The saying “fool me once, shame on you; fool me twice, shame on me!” could be proposed as applying to drug discovery targeting the oncogene Ras to treat cancer, but it would be more like “fool me all 100 times and all in a row, shame on everybody.” Ever since the Ras gene was discovered as a necessary and sufficient transferable gene in oncogenic viruses that turned human epithelial cells cancerous and grew tumors in mice, cancer scientists have been gaga over Ras. Their enthusiasm only rose when it was discovered that the human version of the viral oncogene was mutated and overactive or overexpressed in over 90% of incurable metastatic cancers such as pancreatic cancer and others. Overall, Ras is probably the most mutated oncogene in some of the most prevalent and incurable cancers, which are those that arise from epithelial or body surface tissues such as breast, colon/gut, pancreas, lung and skin (carcinomas). You can see why it is maybe the most prominent drug target in molecular cancer research history.
But a little problem occurred on the way to the clinic. No one could ever prove that Ras was causing the target carcinomas, despite its strong statistical association.

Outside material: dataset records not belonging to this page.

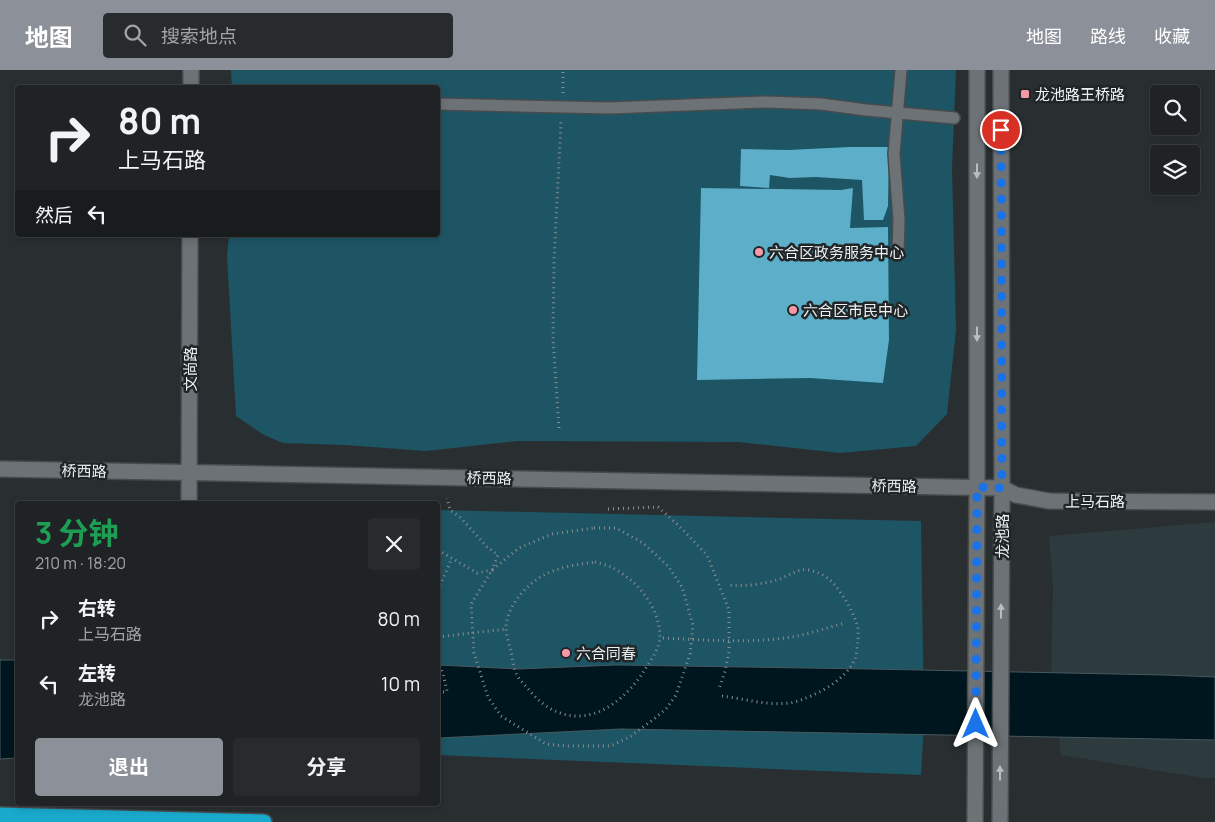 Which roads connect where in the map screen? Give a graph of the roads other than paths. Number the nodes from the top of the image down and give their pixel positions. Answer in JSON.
{"nodes":[{"id":1,"x":191,"y":70,"type":"edge"},
{"id":2,"x":901,"y":70,"type":"edge"},
{"id":3,"x":977,"y":70,"type":"edge"},
{"id":4,"x":1001,"y":70,"type":"edge"},
{"id":5,"x":191,"y":85,"type":"edge"},
{"id":6,"x":440,"y":104,"type":"edge"},
{"id":7,"x":954,"y":118,"type":"dead end"},
{"id":8,"x":190,"y":237,"type":"edge"},
{"id":9,"x":898,"y":252,"type":"dead end"},
{"id":10,"x":0,"y":469,"type":"edge"},
{"id":11,"x":189,"y":472,"type":"junction"},
{"id":12,"x":977,"y":487,"type":"junction"},
{"id":13,"x":1002,"y":488,"type":"junction"},
{"id":14,"x":188,"y":501,"type":"edge"},
{"id":15,"x":1215,"y":502,"type":"edge"},
{"id":16,"x":0,"y":815,"type":"edge"},
{"id":17,"x":264,"y":822,"type":"edge"},
{"id":18,"x":975,"y":822,"type":"edge"},
{"id":19,"x":1000,"y":822,"type":"edge"}],
"edges":[{"from":1,"to":5,"type":"street"},
{"from":2,"to":9,"type":"lane"},
{"from":3,"to":12,"type":"street","name":"龙池路","one_way":true},
{"from":4,"to":13,"type":"street","name":"龙池路"},
{"from":6,"to":7,"type":"lane"},
{"from":8,"to":11,"type":"street","name":"文尚路"},
{"from":10,"to":11,"type":"street","name":"桥西路"},
{"from":11,"to":12,"type":"street","name":"桥西路"},
{"from":11,"to":14,"type":"street","name":"文尚路"},
{"from":12,"to":13,"type":"street","name":"上马石路"},
{"from":12,"to":18,"type":"street","name":"龙池路"},
{"from":13,"to":15,"type":"street","name":"上马石路"},
{"from":19,"to":13,"type":"street","name":"龙池路","one_way":true},
{"from":16,"to":17,"type":"highway"}]}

And, lo and behold, every drug discovery and development effort targeting Ras has failed expensively and miserably. As usual for the dogmatists the lay public has mistaken for scientists, the excuses came fast and thick: ‘There are different isoforms!”, “The affinity of Ras for its natural substrate is too high for competitive inhibition!”, “We can target it with THIS creative reach-around!” Fail. Fail. Fail. But not a whisper about giving up on Ras as a drug target in cancer.

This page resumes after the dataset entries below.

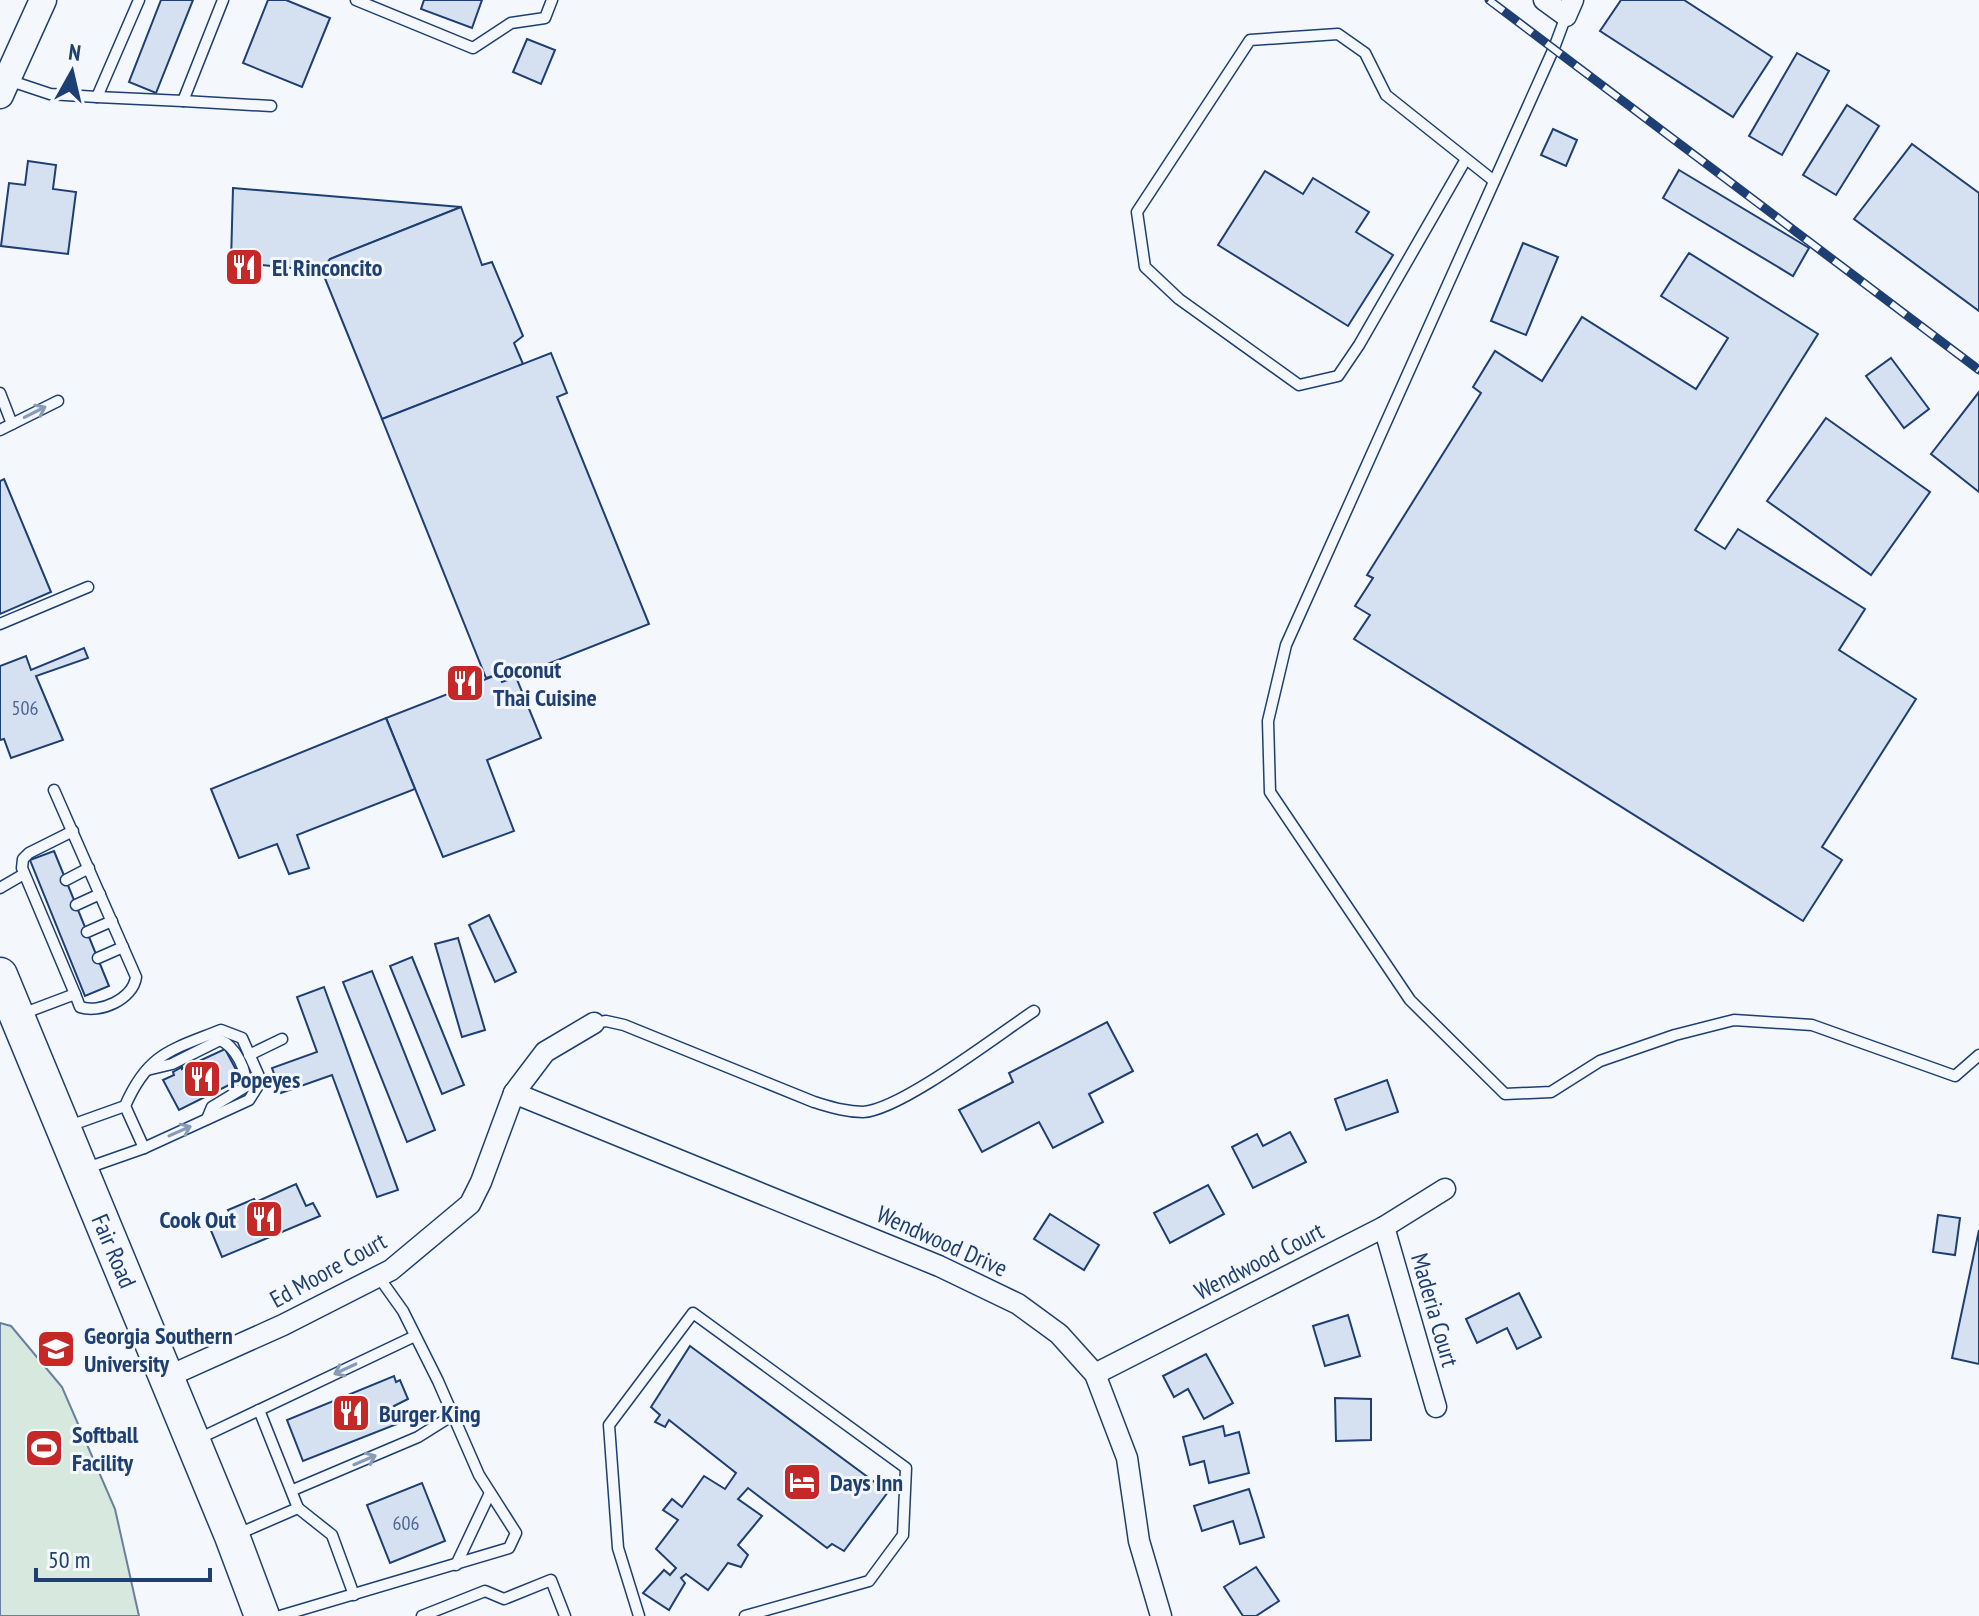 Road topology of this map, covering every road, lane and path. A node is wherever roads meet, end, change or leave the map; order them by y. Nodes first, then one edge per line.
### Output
1 (43, 0) edge
2 (139, 0) edge
3 (223, 0) edge
4 (356, 0) edge
5 (552, 0) edge
6 (1544, 0) edge
7 (1569, 8) edge
8 (4, 88) edge
9 (97, 97) junction
10 (183, 101) junction
11 (271, 106) dead end
12 (1466, 159) junction
13 (1494, 181) junction
14 (0, 393) edge
15 (58, 401) dead end
16 (12, 424) junction
17 (0, 430) edge
18 (88, 587) dead end
19 (0, 624) edge
20 (54, 790) dead end
21 (73, 831) junction
22 (89, 868) junction
23 (24, 874) junction
24 (66, 880) dead end
25 (0, 888) edge
26 (100, 894) junction
27 (76, 905) dead end
28 (112, 921) junction
29 (87, 932) dead end
30 (123, 947) junction
31 (98, 958) dead end
32 (0, 975) edge
33 (75, 994) junction
34 (1034, 1011) dead end
35 (17, 1016) junction
36 (594, 1023) joint
37 (282, 1039) dead end
38 (249, 1055) junction
39 (1979, 1055) edge
40 (147, 1070) junction
41 (514, 1093) junction
42 (125, 1106) junction
43 (207, 1119) junction
44 (64, 1128) junction
45 (144, 1148) junction
46 (81, 1170) junction
47 (1445, 1189) dead end
48 (1384, 1227) junction
49 (378, 1276) junction
50 (415, 1336) junction
51 (1095, 1374) junction
52 (167, 1377) junction
53 (1436, 1407) dead end
54 (259, 1410) junction
55 (453, 1415) junction
56 (193, 1441) junction
57 (293, 1490) junction
58 (490, 1493) junction
59 (298, 1508) junction
60 (232, 1536) junction
61 (456, 1565) junction
62 (354, 1595) junction
63 (262, 1616) edge
64 (280, 1616) edge
65 (422, 1616) edge
66 (565, 1616) edge
67 (639, 1616) edge
68 (745, 1616) edge
69 (1161, 1616) edge

1 - 8 street
2 - 9 lane
3 - 10 lane
4 - 5 lane
6 - 7 street
7 - 13 lane
8 - 9 lane
9 - 10 lane
10 - 11 lane
12 - 12 lane
12 - 13 lane
13 - 39 lane
14 - 16 lane
16 -> 15 lane
16 - 17 lane
18 - 19 lane
20 - 21 lane
21 - 22 lane
21 - 23 lane
22 - 24 lane
22 - 26 lane
23 - 25 lane
23 - 33 lane
26 - 27 lane
26 - 28 lane
28 - 29 lane
28 - 30 lane
30 - 31 lane
30 - 33 lane
32 - 35 main road, Fair Road
33 - 35 lane
34 - 36 lane
35 - 44 main road, Fair Road
36 - 41 street, Ed Moore Court
37 - 38 lane
38 - 40 lane
38 - 43 lane
40 - 42 lane
40 - 43 lane
41 - 49 street, Ed Moore Court
41 - 51 street, Wendwood Drive
42 - 44 lane
42 - 45 lane
45 -> 43 lane
44 - 46 main road, Fair Road
45 - 46 lane
46 - 52 main road, Fair Road
47 - 48 street, Wendwood Court
48 - 51 street, Wendwood Court
48 - 53 street, Maderia Court
49 - 50 lane
49 - 52 street, Ed Moore Court
50 -> 54 lane
50 - 55 lane
51 - 69 street, Wendwood Drive
52 - 56 main road, Fair Road
54 - 56 lane
54 - 57 lane
57 -> 55 lane
55 - 58 lane
56 - 60 main road, Fair Road
57 - 59 lane
58 - 61 lane
58 - 61 lane
59 - 60 lane
59 - 62 lane
60 - 63 main road, Fair Road
61 - 62 lane
62 - 64 lane
65 - 66 lane
67 - 68 lane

This isn’t the only elephant in the room in biomedical science today. You need only look at medical problems that have remained unsolved for 20+ years despite tons of funding and then look at the leading theories to find them: HIV vaccine and cure (broadly neutralizing antibodies), Cancer (Ras), Alzheimers (plaques and fibrils), Opioid abuse (opioid receptor blockers), gene therapy (everything) . . . You name it, there’s a waste of money and energy going on and the correct path to the answer being ignored or obfuscated. Maybe the better quote is “they have eyes, but they do not see.” Well, they won’t “see” until companies and scientists stop making/winning tons of money for incremental advances.

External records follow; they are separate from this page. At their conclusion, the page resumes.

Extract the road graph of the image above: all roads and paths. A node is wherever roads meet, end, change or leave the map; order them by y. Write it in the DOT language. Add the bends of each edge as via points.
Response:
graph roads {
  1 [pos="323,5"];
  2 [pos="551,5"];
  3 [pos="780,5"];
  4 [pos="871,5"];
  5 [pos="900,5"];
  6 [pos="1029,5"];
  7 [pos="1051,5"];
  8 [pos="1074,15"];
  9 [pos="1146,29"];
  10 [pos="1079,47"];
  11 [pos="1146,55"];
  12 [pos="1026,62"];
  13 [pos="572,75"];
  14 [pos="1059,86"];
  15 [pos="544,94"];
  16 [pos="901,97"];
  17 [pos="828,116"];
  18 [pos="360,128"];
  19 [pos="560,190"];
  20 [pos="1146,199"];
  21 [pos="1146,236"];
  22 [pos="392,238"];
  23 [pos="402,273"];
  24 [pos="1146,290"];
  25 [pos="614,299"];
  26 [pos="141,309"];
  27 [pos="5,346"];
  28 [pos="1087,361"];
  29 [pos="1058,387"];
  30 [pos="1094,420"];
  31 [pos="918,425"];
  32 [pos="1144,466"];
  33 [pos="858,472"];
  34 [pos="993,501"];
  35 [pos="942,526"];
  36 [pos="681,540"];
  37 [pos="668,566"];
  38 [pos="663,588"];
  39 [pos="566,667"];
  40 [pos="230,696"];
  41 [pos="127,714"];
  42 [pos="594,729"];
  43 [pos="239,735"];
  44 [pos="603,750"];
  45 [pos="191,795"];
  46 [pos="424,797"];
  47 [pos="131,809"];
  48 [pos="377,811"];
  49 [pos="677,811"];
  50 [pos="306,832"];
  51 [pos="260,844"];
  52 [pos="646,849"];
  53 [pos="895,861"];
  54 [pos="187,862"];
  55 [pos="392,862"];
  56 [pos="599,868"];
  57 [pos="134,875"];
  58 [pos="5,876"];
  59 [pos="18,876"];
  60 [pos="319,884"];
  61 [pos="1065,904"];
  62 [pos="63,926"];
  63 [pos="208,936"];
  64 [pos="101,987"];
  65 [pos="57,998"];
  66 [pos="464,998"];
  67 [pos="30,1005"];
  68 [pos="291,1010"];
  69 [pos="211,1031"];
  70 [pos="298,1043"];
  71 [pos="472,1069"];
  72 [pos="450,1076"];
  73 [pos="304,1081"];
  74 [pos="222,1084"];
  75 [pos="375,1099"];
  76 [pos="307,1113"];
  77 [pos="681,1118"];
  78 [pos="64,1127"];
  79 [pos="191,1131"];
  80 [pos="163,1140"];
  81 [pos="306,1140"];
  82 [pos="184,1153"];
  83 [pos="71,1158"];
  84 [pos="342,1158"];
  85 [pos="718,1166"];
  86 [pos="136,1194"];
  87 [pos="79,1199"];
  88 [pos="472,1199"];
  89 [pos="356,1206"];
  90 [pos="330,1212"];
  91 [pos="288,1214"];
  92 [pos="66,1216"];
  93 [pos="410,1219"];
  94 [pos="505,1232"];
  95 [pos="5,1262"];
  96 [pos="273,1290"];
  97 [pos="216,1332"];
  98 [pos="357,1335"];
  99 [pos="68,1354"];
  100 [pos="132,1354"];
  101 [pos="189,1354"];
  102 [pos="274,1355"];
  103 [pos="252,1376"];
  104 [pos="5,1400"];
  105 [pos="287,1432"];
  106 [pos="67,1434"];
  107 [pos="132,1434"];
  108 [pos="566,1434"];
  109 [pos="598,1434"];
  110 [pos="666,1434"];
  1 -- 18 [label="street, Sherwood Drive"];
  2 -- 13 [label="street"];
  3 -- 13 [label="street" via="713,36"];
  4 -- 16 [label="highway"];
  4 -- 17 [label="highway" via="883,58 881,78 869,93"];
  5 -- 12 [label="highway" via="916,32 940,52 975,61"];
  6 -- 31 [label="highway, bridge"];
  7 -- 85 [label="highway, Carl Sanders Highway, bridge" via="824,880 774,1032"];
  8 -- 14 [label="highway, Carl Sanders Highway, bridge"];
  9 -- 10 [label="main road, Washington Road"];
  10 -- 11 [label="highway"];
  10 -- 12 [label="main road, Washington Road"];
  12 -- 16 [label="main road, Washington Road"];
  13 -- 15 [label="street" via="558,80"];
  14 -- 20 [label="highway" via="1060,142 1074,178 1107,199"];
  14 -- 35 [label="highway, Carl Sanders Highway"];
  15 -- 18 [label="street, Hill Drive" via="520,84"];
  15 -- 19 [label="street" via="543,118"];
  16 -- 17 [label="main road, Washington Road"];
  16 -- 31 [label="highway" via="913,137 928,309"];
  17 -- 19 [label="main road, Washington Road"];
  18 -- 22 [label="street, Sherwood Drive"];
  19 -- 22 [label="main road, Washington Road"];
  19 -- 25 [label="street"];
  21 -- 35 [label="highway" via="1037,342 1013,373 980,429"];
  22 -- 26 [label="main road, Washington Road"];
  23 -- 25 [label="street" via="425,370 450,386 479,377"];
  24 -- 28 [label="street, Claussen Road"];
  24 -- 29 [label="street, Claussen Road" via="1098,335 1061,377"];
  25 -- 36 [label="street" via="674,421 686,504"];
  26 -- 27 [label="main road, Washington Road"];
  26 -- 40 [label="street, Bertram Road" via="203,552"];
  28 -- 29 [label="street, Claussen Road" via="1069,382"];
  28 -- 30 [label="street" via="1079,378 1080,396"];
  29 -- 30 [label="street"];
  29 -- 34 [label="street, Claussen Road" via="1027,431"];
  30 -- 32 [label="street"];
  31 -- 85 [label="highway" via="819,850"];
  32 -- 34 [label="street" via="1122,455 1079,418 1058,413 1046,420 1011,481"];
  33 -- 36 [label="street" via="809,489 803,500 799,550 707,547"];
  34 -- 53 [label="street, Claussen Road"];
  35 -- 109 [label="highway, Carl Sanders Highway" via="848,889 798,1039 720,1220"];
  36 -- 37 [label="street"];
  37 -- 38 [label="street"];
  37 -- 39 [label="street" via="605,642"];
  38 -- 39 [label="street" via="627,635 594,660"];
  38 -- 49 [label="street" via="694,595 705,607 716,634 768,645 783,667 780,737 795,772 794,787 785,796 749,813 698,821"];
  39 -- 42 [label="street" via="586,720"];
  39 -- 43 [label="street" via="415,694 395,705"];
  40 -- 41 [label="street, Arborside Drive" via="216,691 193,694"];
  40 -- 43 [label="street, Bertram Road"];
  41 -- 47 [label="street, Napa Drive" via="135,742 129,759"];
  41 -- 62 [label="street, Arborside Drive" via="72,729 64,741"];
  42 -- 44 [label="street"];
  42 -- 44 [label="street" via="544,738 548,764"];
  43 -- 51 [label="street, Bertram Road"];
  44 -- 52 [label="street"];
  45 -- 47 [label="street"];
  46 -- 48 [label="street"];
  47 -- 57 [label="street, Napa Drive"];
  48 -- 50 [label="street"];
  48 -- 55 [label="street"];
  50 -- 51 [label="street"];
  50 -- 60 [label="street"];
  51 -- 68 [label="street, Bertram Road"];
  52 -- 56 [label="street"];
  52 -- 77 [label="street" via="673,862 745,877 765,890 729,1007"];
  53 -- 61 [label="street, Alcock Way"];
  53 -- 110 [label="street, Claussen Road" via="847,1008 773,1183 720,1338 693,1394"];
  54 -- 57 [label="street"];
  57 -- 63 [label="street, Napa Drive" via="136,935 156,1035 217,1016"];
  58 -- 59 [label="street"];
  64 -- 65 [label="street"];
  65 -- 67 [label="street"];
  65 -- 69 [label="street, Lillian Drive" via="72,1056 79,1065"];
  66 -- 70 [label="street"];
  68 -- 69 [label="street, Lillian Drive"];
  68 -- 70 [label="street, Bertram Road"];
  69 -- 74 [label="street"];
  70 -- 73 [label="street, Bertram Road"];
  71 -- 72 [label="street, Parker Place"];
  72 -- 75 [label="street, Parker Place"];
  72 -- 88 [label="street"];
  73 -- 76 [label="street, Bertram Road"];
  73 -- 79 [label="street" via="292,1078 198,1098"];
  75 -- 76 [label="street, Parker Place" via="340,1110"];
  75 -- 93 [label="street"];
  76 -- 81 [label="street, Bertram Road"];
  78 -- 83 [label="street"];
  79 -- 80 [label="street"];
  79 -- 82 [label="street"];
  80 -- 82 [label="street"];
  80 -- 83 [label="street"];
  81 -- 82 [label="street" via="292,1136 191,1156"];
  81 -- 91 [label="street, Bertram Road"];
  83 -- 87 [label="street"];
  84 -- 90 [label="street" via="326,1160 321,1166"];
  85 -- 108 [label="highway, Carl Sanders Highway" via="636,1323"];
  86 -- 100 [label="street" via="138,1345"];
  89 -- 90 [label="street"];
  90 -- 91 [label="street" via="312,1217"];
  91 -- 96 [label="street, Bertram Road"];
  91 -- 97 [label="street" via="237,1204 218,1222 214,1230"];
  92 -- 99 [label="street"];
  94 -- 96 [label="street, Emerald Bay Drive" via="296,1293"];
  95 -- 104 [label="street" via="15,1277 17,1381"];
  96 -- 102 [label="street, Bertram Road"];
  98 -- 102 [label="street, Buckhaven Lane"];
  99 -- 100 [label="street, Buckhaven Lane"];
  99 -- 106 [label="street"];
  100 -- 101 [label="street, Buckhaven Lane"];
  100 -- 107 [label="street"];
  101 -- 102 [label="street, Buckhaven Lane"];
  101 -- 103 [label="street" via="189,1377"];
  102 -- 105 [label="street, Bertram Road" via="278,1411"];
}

Or maybe there is redemption in the form of new or maturing technologies! Certainly, the travesty that was gene therapy for the last 30 years finally got their weak belated “I told you so. Well, maybe its finally Ras' time. This week marks the one year anniversary of Amgen starting clinical trials with their covalent inhibitor targeting the Ras Glycine12-to-Cysteine (G12C) mutation. Promising Phase I results were already reported. The new technology in this case is covalent inhibition, which seeks to have the drug make an actual physical bond with the target, thereby irreversibly inhibiting it. There are several benefits to this approach, not the least of which is that Ras’ incredibly high affinity for its substrate nevertheless cannot compete with an irreversible covalent bond. This technology has a promising track record, although there are
significant concerns about specificity, which is of particular interest to GeneCentrix R&D. Still, the developers recognized that the mutation to a cysteine was an opportunity, as cysteine is the most common target of covalent drug technology. And, lo and behold, the drug is performing well so far and may be a flower growing in the historic wasteland of Ras-targeted drug discovery and development.